There’s a certain level of mess, chaos, laundry, “work work”, and just life that needs to be maintained to run a house, have a part time job, and keep three kids alive.  There’s just stuff to do all the freaking live long day. Seriously if you think you are bored please come help me. You have to stay on the stuff or it just spirals out of control. Take my laundry room for instance. I haven’t folded laundry since before we went on vacation last week, I’ve washed it but not folded it. It’s out of control. It looks like the upside down is taking over my house, it’s spreading from the laundry room to other areas of the house. Oh and because I haven’t folded clothes, I also haven’t put clothes away… Which means my kids have been rifling through their drawers looking for their favorite shirts, socks, underwear (which are sitting clean in a basket in the laundry room) and throwing everything else out in the process, it’s a vicious cycle. This is what I mean about maintaining homeostasis. Once a week I go through (you know on a week without back to back vacations) and fold and put away the clothes. The mess is always there, but it’s localized to the laundry room, it doesn’t spread to all the other sections of our house.

I spend so much time trying to maintain the status quo that we never actually move forward, or it doesn’t feel like we move forward.
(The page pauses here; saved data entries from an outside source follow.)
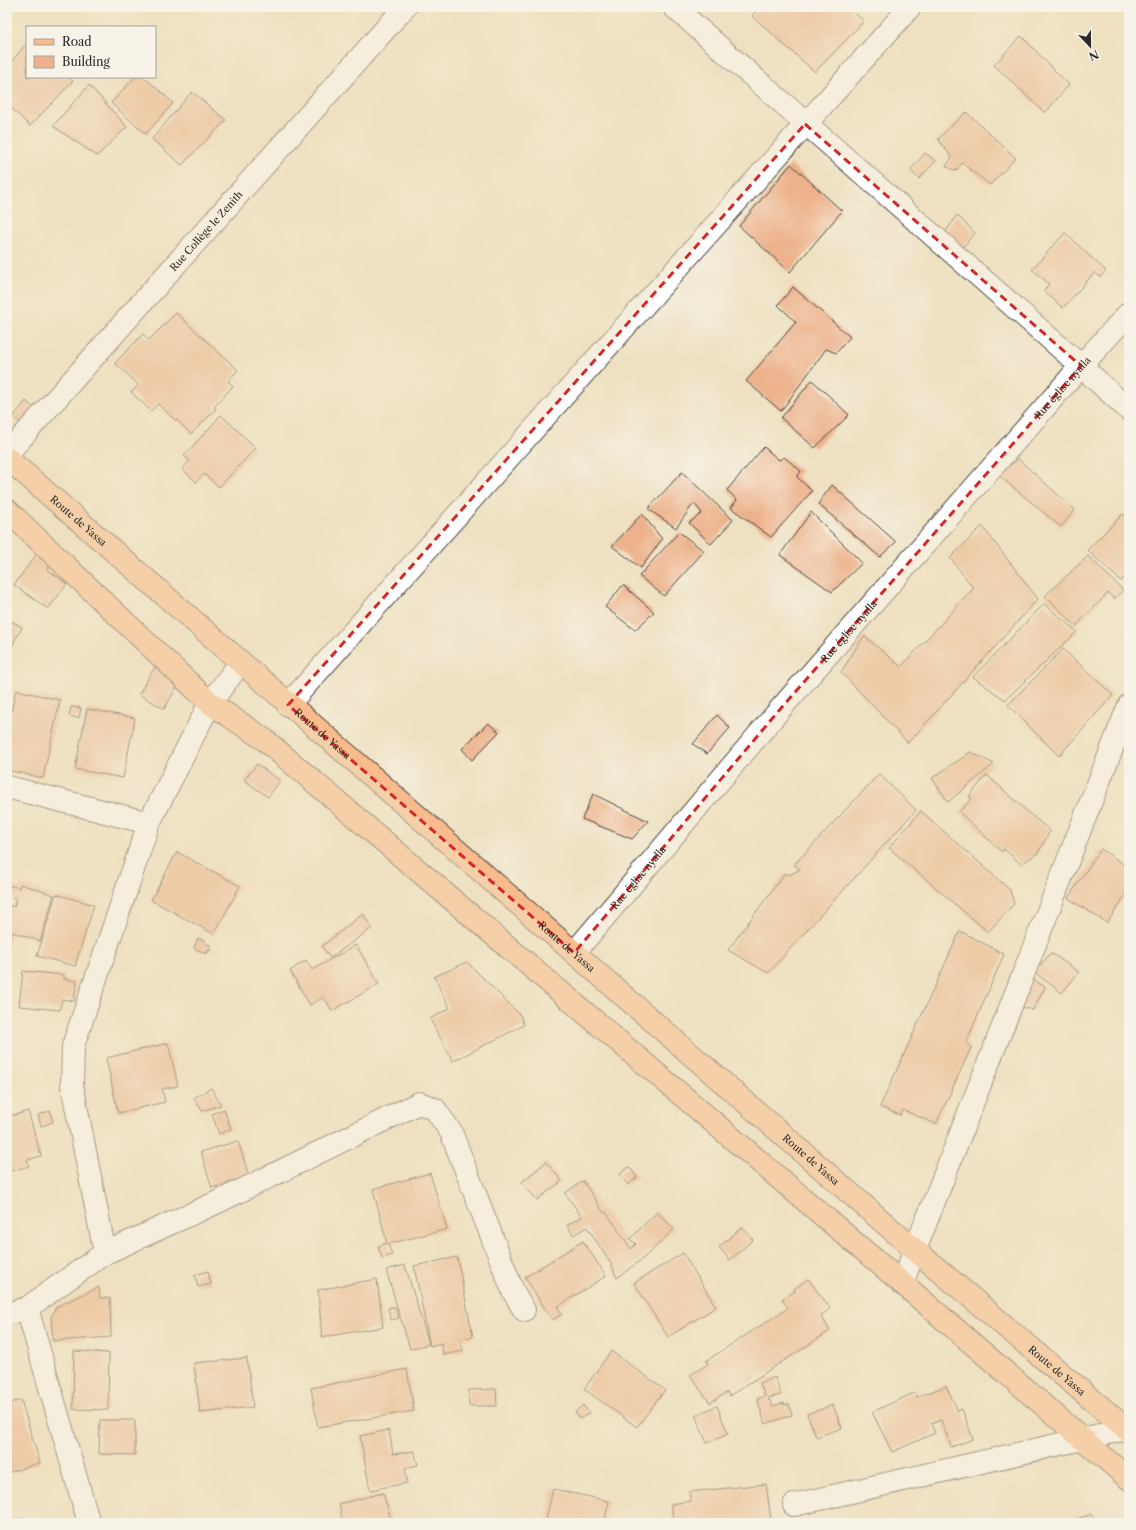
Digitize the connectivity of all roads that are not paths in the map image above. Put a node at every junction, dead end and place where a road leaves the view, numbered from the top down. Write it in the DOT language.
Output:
graph roads {
  1 [pos="405,7"];
  2 [pos="674,7"];
  3 [pos="910,7"];
  4 [pos="805,124"];
  5 [pos="1129,314"];
  6 [pos="1081,366"];
  7 [pos="1129,410"];
  8 [pos="7,454"];
  9 [pos="7,458"];
  10 [pos="7,510"];
  11 [pos="241,662"];
  12 [pos="210,703"];
  13 [pos="288,705"];
  14 [pos="1129,705"];
  15 [pos="7,787"];
  16 [pos="149,822"];
  17 [pos="574,953"];
  18 [pos="916,1250"];
  19 [pos="105,1253"];
  20 [pos="902,1283"];
  21 [pos="524,1310"];
  22 [pos="17,1311"];
  23 [pos="1128,1428"];
  24 [pos="1081,1439"];
  25 [pos="1129,1480"];
  26 [pos="794,1505"];
  27 [pos="88,1523"];
  1 -- 8 [label="street, Rue Collège le Zenith"];
  2 -- 4 [label="street"];
  3 -- 4 [label="street"];
  4 -- 6 [label="street"];
  4 -- 13 [label="street"];
  5 -- 6 [label="street, Rue église nyalla"];
  6 -- 7 [label="street"];
  6 -- 17 [label="street, Rue église nyalla"];
  9 -- 11 [label="main road, Route de Yassa"];
  10 -- 12 [label="main road"];
  11 -- 12 [label="street"];
  11 -- 13 [label="main road, Route de Yassa"];
  12 -- 16 [label="street"];
  12 -- 20 [label="main road"];
  13 -- 17 [label="main road, Route de Yassa"];
  14 -- 18 [label="street"];
  15 -- 16 [label="street"];
  16 -- 19 [label="street"];
  17 -- 18 [label="main road, Route de Yassa"];
  18 -- 20 [label="street"];
  18 -- 23 [label="main road, Route de Yassa"];
  19 -- 21 [label="street"];
  19 -- 22 [label="street"];
  20 -- 24 [label="main road"];
  22 -- 27 [label="street"];
  23 -- 24 [label="street"];
  24 -- 25 [label="main road"];
  24 -- 26 [label="street"];
}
A month ago I meant to clean out all the winter clothes and put them in the closet, now it’s june and they are still in the closet and I’m just gonna give you big fat heads up, they’re going to stay there until next june when they’re too small.

I have high hopes of getting everything done and getting ahead, but on the off chance I have a night off (like this one that I’ve created by NOT doing the laundry) I either spend it working, sometimes writing though that is pretty rare, or my personal favorite… Going to bed at 9pm.

This is what life with littles is like folks. It isn’t bad, it’s just busy. Don’t worry I’m not having a pity party, I’m just the kind of person that wants you to know the glass is a little bit less full and you might need to head on over to the store for a refill sooner rather than later.  No I haven’t read the latest book, finished a podcast from this year, or gotten a pedicure (though in fairness I hate pedicures), but I’ve swept the floor for the 9 millionth time today, started yet another load of laundry, and added to my ever present grocery list.

My sweet next door neighbor recently hinted that in order to stay on top of the Georgia weeds I might want to use RoundUp as the weeds were coming up instead of waiting until after they become bushes. I almost laughed out loud. He was being helpful, but here’s the deal, he’s a single retired guy nearing 75 who literally has the entire day to worry about weeds in his yard. He can spot a tiny weed and crush it before it gets big, me- I need the weed to be as big as one of my kids before I can get to it.

And it isn’t that I’m just sitting around all day. Let’s take a quick detour and talk about sitting… Wow sitting… Yeah that would be nice, but let’s get back on track you only have so much time to read this and I only have so much time to write this. I feel like I’m making the most of my time (well most of the time). I’m even using fringe hours people! Do you know how much I hate waking up early or going to bed late? Oh heavens so much! But I need more time in the day. Maybe I need less stuff in the day, but remember homeostasis? I kid you not, but the time I feed the kids, get them dressed, and clean out the dishwasher it’s almost time to eat again… Yeah.

So I’m curious what the solution is? I’m tempted to say the solution is to just wait, to maintain homeostasis as best I can today, and make the assumption (however incorrect) that tomorrow will be a little bit easier (like an imperceptible amount) and that 5 years from now I won’t even recognize where we’ve been. If that’s not reality don’t tell me, I prefer my rose colored lies.